Chapter Seventeen
Ethiopia was a completely different world. The air carried an essence of sweet and sour fragrances intertwined with dust, the water tasted slightly of something metallic and sharp, and the unwavering heat all simmered together, permeating our experience of the countryside. It took a long time to get used to this culture, so traditional and extraordinary, yet so different from our own. On the other hand, we quickly grew to love the Ethiopian people. It was hard not to.
Before we left Asmara, Loren Hovestad, the man due to soon leave for language school, the very man I was filling in for at the mission station, took us to lunch at Georges, a restaurant that had a well-known reputation for being the best place to eat for miles around. As we entered, I scanned the room, taking in the unsanitary conditions, the dirt, and the flies. Neither Jan nor I ate much during that meal. But it’s interesting to note how our perceptions changed over time. Months later, on our way back home to North Dakota, we stopped in to have a meal at Georges one more time, surprised to see how clean it was and how good the food tasted. The restaurant hadn’t changed one bit. We had.
We arrived at the mission station, tired with the cloud of jet lag hovering over us, and we were introduced to our new home, quite clean and comfortable. For the next few days, we began to settle in. We began to learn about these delightful people, the Ethiopians.
About a week later, late into the night, I was deep in slumber when I awoke with a jolt, Jan’s hand covering my mouth. “Shhh. Be quiet. Listen. Don’t make any noise,” her voice quivered, her eyes huge.
In the deep primordial canyon directly behind the house, loud rhythmic beats of a drum kept time as wailing, chaotic voices sang and roared through the night. We listened intently for any signs of danger to accompany this frightful serenade, hoping they weren’t planning on coming any closer, but they didn’t appear to mean us any harm. Gradually, we both fell back into a fitful sleep, waking early in the morning to find out it was simply a traditional wedding celebration, Ethiopian style.
There were an abundance of creatures here that we had never encountered on the Midwestern prairies. We had been warned about the profusion of lizards that take up residency on both the inside and outside of houses, the hordes of rats that populated the countryside around Selek-Leka. Jan had a fear of both that bordered on hysteria.
On her first day of teaching music to the children, she had to walk on a path bordered by tall grass on her way to the schoolhouse. She watched the rats skitter through the grass and dart across the path, deathly afraid to take her first step. With a deep breath and a huge leap of faith, she started toward the school. As the rats scurried around her feet, a deep calm came over her and, out of the blue, her fear of them completely disappeared.

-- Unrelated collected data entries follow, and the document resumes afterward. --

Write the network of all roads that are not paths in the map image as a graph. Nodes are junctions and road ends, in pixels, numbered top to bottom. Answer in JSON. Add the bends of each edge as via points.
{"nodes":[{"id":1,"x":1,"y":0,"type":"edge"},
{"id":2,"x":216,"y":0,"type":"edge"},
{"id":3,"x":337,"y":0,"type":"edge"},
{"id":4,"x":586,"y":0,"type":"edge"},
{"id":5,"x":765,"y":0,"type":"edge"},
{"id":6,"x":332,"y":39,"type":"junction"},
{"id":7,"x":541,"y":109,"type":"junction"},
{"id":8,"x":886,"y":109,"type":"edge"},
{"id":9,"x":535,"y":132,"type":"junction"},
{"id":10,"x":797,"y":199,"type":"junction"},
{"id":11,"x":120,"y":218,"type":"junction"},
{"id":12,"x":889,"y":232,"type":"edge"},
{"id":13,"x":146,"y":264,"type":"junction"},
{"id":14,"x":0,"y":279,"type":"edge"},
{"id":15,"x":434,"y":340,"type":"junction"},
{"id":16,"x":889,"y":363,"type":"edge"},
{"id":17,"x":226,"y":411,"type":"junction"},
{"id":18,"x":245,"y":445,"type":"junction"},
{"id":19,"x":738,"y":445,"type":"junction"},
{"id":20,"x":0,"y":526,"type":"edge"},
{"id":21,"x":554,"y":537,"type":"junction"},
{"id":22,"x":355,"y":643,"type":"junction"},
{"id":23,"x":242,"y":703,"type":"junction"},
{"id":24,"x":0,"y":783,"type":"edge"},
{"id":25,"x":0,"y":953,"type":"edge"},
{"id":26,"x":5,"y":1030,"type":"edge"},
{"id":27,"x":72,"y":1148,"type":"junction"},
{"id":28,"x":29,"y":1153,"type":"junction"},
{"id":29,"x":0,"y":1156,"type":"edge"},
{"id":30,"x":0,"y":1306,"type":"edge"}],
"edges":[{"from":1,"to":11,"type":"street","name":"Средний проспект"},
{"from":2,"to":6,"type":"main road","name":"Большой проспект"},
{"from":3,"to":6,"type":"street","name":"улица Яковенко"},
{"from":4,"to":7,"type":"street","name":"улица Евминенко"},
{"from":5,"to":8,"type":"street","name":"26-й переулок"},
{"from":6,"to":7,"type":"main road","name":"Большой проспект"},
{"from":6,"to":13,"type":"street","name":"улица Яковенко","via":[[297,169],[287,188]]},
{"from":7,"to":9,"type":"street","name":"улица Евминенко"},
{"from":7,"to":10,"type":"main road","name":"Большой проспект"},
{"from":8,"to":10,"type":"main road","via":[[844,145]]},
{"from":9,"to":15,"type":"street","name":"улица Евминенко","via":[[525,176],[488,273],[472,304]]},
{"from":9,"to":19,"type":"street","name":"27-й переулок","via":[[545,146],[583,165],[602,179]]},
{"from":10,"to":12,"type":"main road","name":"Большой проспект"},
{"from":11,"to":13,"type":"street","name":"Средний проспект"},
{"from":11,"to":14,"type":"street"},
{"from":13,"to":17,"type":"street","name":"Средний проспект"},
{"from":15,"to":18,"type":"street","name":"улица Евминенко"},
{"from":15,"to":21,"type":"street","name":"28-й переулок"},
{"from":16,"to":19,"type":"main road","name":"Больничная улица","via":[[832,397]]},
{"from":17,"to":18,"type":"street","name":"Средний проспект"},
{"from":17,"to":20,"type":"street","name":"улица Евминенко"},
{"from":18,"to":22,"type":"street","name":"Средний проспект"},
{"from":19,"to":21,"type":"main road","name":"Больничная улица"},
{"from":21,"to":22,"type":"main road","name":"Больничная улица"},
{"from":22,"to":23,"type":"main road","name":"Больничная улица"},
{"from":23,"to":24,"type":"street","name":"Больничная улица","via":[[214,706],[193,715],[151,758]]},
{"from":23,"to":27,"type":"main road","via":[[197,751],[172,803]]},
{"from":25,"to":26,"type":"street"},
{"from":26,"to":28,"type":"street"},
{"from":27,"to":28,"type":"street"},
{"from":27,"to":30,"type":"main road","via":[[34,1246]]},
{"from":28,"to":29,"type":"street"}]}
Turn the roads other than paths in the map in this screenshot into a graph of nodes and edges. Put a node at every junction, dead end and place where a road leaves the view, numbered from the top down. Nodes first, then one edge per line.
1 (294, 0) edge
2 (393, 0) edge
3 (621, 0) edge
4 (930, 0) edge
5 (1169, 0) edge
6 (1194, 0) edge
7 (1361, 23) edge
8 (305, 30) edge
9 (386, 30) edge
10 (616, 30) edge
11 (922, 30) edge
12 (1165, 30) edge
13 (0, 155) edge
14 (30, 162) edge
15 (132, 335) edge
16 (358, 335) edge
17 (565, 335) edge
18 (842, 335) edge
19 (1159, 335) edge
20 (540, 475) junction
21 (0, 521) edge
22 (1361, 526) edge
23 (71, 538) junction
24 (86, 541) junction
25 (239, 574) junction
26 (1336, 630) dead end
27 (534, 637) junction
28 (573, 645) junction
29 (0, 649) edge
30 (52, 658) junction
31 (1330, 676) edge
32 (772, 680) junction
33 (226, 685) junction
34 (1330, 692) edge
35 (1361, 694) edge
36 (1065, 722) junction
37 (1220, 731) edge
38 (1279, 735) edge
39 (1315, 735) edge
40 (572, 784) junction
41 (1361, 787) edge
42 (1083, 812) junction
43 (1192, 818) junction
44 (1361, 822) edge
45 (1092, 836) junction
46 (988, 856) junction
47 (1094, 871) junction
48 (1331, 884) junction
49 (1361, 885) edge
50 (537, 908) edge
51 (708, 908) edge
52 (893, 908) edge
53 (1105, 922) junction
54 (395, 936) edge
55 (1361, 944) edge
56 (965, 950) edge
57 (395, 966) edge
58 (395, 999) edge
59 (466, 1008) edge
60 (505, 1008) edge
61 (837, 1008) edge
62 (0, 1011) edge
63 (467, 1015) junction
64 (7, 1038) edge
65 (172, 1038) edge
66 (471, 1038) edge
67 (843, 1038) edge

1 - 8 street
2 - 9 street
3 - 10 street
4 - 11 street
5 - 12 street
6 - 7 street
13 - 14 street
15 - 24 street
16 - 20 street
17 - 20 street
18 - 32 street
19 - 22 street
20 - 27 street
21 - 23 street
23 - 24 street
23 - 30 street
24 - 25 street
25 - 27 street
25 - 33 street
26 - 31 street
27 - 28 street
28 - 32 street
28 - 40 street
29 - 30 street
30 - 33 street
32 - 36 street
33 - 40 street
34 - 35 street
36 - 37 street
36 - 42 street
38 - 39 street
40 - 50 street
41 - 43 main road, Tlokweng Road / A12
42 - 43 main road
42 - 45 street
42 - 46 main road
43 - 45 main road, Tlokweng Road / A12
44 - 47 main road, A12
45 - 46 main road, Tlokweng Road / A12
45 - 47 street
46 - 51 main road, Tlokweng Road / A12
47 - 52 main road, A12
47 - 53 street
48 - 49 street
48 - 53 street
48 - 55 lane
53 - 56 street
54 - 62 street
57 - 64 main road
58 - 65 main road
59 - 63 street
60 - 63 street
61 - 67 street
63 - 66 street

As for the lizards, they climbed over, through, and into all the neighboring houses constantly. Except for our home. Never once did we see one there.
Early one morning, as I was on my way over to a neighbor’s house, I stopped and watched as several men began to butcher an old ox that was no longer fit to work in the fields. They led the animal to the butchering spot and, without hesitation, slit his throat. It wasn’t long before he fell to his knees and bled to death.
The very second the ox stopped kicking, the men started to skin it, keeping the hide underneath the carcass to help keep the meat off the ground. With no refrigeration in this intense African heat, they needed to work fast or all the meat would quickly spoil. They cut it into small strips and hung the pieces up to dry. Immediately, it became covered with flies.
Not wasting one ounce of this animal, the men divided the rest of the carcass, the bones, the organs, into five equal piles, one for each family that had purchased the ox. To insure that each pile was as close to the same size as possible, each buyer put a unique mark on a slip of paper, folded it so the mark couldn’t be seen, and placed it into a basket. Flagging down a passing stranger, they asked him to randomly pick the slips of paper from the basket and place one on top of each pile, making a fair and unbiased decision as to who gets what pile. Each of the five families then subdivided their portion in the same way to sell to additional families.
One of the things I was most thankful for was that our mission station had running water, one of the few that did. The source was a deep mountain well that spouted crystal fresh gravity-fed water from a pipe connected at the bottom of the well.
One hot cloudless morning, the pipe sprang a leak. This was something that had to be fixed right away and I, of course, was the most likely candidate to do it. How on earth was I supposed to shut off the valve on the inside of the well, at the bottom, so I could work on the pipe? I couldn’t even swim.
Luckily, a farm worker was quick to volunteer his help. He looked at me, grinned, and said loudly, “In the name of the Father, the Son, and the Holy Ghost” and then plunged into the ten feet of water to shut off the valve. There was no doubt in my mind that it was the first bath he had taken in a long, long time. Maybe the first bath of his entire life. As he dived to the bottom, I could see the dark, greasy film from his unwashed body and clothing float to the surface and pool together creating a murky, muddy film in the water.
From the moment we arrived at our mission station, I had been told to boil and filter all my drinking water. I never had to be told again.